▼▼▼

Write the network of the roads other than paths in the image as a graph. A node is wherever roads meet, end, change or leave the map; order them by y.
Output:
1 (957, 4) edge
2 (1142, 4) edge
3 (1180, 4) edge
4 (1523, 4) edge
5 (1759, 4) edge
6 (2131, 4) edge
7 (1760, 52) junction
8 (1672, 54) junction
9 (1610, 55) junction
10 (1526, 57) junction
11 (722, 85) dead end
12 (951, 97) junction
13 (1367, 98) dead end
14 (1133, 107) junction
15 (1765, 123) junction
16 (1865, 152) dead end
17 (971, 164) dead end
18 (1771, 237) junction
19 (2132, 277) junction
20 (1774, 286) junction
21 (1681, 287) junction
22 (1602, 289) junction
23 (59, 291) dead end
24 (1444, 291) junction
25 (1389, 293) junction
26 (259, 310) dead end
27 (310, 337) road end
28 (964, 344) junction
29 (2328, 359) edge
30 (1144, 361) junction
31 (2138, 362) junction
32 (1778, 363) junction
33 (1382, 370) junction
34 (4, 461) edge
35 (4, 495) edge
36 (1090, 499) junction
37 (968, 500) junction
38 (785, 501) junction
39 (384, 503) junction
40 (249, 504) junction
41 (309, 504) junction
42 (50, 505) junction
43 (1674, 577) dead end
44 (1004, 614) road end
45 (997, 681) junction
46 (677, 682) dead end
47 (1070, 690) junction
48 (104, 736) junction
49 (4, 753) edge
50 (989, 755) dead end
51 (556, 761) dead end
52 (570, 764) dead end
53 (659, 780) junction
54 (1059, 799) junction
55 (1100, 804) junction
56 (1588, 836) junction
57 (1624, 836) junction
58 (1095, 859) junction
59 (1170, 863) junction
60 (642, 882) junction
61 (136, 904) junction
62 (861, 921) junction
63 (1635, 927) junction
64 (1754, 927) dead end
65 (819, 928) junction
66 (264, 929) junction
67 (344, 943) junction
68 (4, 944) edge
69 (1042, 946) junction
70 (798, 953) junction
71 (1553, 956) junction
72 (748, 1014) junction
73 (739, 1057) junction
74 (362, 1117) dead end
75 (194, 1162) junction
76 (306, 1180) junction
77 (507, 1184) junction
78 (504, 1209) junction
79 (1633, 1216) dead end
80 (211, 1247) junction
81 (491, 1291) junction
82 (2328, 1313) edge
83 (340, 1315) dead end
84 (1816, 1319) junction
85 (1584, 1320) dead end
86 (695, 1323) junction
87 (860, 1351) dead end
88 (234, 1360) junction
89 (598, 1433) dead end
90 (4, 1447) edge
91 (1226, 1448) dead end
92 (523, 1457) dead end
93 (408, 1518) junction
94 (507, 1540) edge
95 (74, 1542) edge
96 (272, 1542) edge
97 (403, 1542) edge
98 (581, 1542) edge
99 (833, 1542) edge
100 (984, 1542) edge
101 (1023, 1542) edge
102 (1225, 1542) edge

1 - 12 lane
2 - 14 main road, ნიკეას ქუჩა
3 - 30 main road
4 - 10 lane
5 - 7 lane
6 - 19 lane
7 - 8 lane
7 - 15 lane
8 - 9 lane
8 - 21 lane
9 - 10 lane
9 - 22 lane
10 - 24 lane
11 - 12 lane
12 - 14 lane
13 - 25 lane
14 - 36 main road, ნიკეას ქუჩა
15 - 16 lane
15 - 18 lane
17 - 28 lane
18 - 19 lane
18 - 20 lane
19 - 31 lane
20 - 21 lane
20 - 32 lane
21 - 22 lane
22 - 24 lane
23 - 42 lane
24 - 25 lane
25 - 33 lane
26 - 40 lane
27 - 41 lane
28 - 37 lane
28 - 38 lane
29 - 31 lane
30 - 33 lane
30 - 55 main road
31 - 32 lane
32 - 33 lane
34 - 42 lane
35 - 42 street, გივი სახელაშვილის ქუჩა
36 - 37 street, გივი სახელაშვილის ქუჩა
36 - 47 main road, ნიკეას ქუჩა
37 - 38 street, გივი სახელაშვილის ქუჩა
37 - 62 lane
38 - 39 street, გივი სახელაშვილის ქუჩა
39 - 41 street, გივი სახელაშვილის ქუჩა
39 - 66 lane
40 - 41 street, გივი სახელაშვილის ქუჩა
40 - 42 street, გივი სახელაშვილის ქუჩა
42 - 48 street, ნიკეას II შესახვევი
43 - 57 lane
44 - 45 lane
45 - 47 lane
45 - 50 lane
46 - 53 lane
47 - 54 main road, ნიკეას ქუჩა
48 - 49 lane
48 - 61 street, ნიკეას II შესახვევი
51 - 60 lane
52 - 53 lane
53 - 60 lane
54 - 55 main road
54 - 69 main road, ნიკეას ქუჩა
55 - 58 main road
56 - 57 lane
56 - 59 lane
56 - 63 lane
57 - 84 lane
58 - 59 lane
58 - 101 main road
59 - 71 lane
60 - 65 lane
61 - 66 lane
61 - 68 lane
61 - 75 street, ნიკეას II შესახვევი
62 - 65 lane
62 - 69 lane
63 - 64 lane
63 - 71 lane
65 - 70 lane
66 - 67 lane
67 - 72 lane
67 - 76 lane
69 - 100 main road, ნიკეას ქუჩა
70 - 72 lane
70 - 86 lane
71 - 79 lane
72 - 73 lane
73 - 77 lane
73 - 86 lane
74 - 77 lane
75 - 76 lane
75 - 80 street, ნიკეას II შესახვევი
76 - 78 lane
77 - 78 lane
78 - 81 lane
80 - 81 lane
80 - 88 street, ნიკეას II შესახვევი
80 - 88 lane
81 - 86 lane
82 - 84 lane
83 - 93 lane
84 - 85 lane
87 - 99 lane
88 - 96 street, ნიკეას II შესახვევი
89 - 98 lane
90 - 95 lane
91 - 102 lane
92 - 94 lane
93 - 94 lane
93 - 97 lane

▲▲▲

• **Assignment**: So that nothing is lost, please repeat all of the entries exactly.

• **Task response**:
Write the network of the roads other than paths in the image as a graph. A node is wherever roads meet, end, change or leave the map; order them by y.
Output:
1 (957, 4) edge
2 (1142, 4) edge
3 (1180, 4) edge
4 (1523, 4) edge
5 (1759, 4) edge
6 (2131, 4) edge
7 (1760, 52) junction
8 (1672, 54) junction
9 (1610, 55) junction
10 (1526, 57) junction
11 (722, 85) dead end
12 (951, 97) junction
13 (1367, 98) dead end
14 (1133, 107) junction
15 (1765, 123) junction
16 (1865, 152) dead end
17 (971, 164) dead end
18 (1771, 237) junction
19 (2132, 277) junction
20 (1774, 286) junction
21 (1681, 287) junction
22 (1602, 289) junction
23 (59, 291) dead end
24 (1444, 291) junction
25 (1389, 293) junction
26 (259, 310) dead end
27 (310, 337) road end
28 (964, 344) junction
29 (2328, 359) edge
30 (1144, 361) junction
31 (2138, 362) junction
32 (1778, 363) junction
33 (1382, 370) junction
34 (4, 461) edge
35 (4, 495) edge
36 (1090, 499) junction
37 (968, 500) junction
38 (785, 501) junction
39 (384, 503) junction
40 (249, 504) junction
41 (309, 504) junction
42 (50, 505) junction
43 (1674, 577) dead end
44 (1004, 614) road end
45 (997, 681) junction
46 (677, 682) dead end
47 (1070, 690) junction
48 (104, 736) junction
49 (4, 753) edge
50 (989, 755) dead end
51 (556, 761) dead end
52 (570, 764) dead end
53 (659, 780) junction
54 (1059, 799) junction
55 (1100, 804) junction
56 (1588, 836) junction
57 (1624, 836) junction
58 (1095, 859) junction
59 (1170, 863) junction
60 (642, 882) junction
61 (136, 904) junction
62 (861, 921) junction
63 (1635, 927) junction
64 (1754, 927) dead end
65 (819, 928) junction
66 (264, 929) junction
67 (344, 943) junction
68 (4, 944) edge
69 (1042, 946) junction
70 (798, 953) junction
71 (1553, 956) junction
72 (748, 1014) junction
73 (739, 1057) junction
74 (362, 1117) dead end
75 (194, 1162) junction
76 (306, 1180) junction
77 (507, 1184) junction
78 (504, 1209) junction
79 (1633, 1216) dead end
80 (211, 1247) junction
81 (491, 1291) junction
82 (2328, 1313) edge
83 (340, 1315) dead end
84 (1816, 1319) junction
85 (1584, 1320) dead end
86 (695, 1323) junction
87 (860, 1351) dead end
88 (234, 1360) junction
89 (598, 1433) dead end
90 (4, 1447) edge
91 (1226, 1448) dead end
92 (523, 1457) dead end
93 (408, 1518) junction
94 (507, 1540) edge
95 (74, 1542) edge
96 (272, 1542) edge
97 (403, 1542) edge
98 (581, 1542) edge
99 (833, 1542) edge
100 (984, 1542) edge
101 (1023, 1542) edge
102 (1225, 1542) edge

1 - 12 lane
2 - 14 main road, ნიკეას ქუჩა
3 - 30 main road
4 - 10 lane
5 - 7 lane
6 - 19 lane
7 - 8 lane
7 - 15 lane
8 - 9 lane
8 - 21 lane
9 - 10 lane
9 - 22 lane
10 - 24 lane
11 - 12 lane
12 - 14 lane
13 - 25 lane
14 - 36 main road, ნიკეას ქუჩა
15 - 16 lane
15 - 18 lane
17 - 28 lane
18 - 19 lane
18 - 20 lane
19 - 31 lane
20 - 21 lane
20 - 32 lane
21 - 22 lane
22 - 24 lane
23 - 42 lane
24 - 25 lane
25 - 33 lane
26 - 40 lane
27 - 41 lane
28 - 37 lane
28 - 38 lane
29 - 31 lane
30 - 33 lane
30 - 55 main road
31 - 32 lane
32 - 33 lane
34 - 42 lane
35 - 42 street, გივი სახელაშვილის ქუჩა
36 - 37 street, გივი სახელაშვილის ქუჩა
36 - 47 main road, ნიკეას ქუჩა
37 - 38 street, გივი სახელაშვილის ქუჩა
37 - 62 lane
38 - 39 street, გივი სახელაშვილის ქუჩა
39 - 41 street, გივი სახელაშვილის ქუჩა
39 - 66 lane
40 - 41 street, გივი სახელაშვილის ქუჩა
40 - 42 street, გივი სახელაშვილის ქუჩა
42 - 48 street, ნიკეას II შესახვევი
43 - 57 lane
44 - 45 lane
45 - 47 lane
45 - 50 lane
46 - 53 lane
47 - 54 main road, ნიკეას ქუჩა
48 - 49 lane
48 - 61 street, ნიკეას II შესახვევი
51 - 60 lane
52 - 53 lane
53 - 60 lane
54 - 55 main road
54 - 69 main road, ნიკეას ქუჩა
55 - 58 main road
56 - 57 lane
56 - 59 lane
56 - 63 lane
57 - 84 lane
58 - 59 lane
58 - 101 main road
59 - 71 lane
60 - 65 lane
61 - 66 lane
61 - 68 lane
61 - 75 street, ნიკეას II შესახვევი
62 - 65 lane
62 - 69 lane
63 - 64 lane
63 - 71 lane
65 - 70 lane
66 - 67 lane
67 - 72 lane
67 - 76 lane
69 - 100 main road, ნიკეას ქუჩა
70 - 72 lane
70 - 86 lane
71 - 79 lane
72 - 73 lane
73 - 77 lane
73 - 86 lane
74 - 77 lane
75 - 76 lane
75 - 80 street, ნიკეას II შესახვევი
76 - 78 lane
77 - 78 lane
78 - 81 lane
80 - 81 lane
80 - 88 street, ნიკეას II შესახვევი
80 - 88 lane
81 - 86 lane
82 - 84 lane
83 - 93 lane
84 - 85 lane
87 - 99 lane
88 - 96 street, ნიკეას II შესახვევი
89 - 98 lane
90 - 95 lane
91 - 102 lane
92 - 94 lane
93 - 94 lane
93 - 97 lane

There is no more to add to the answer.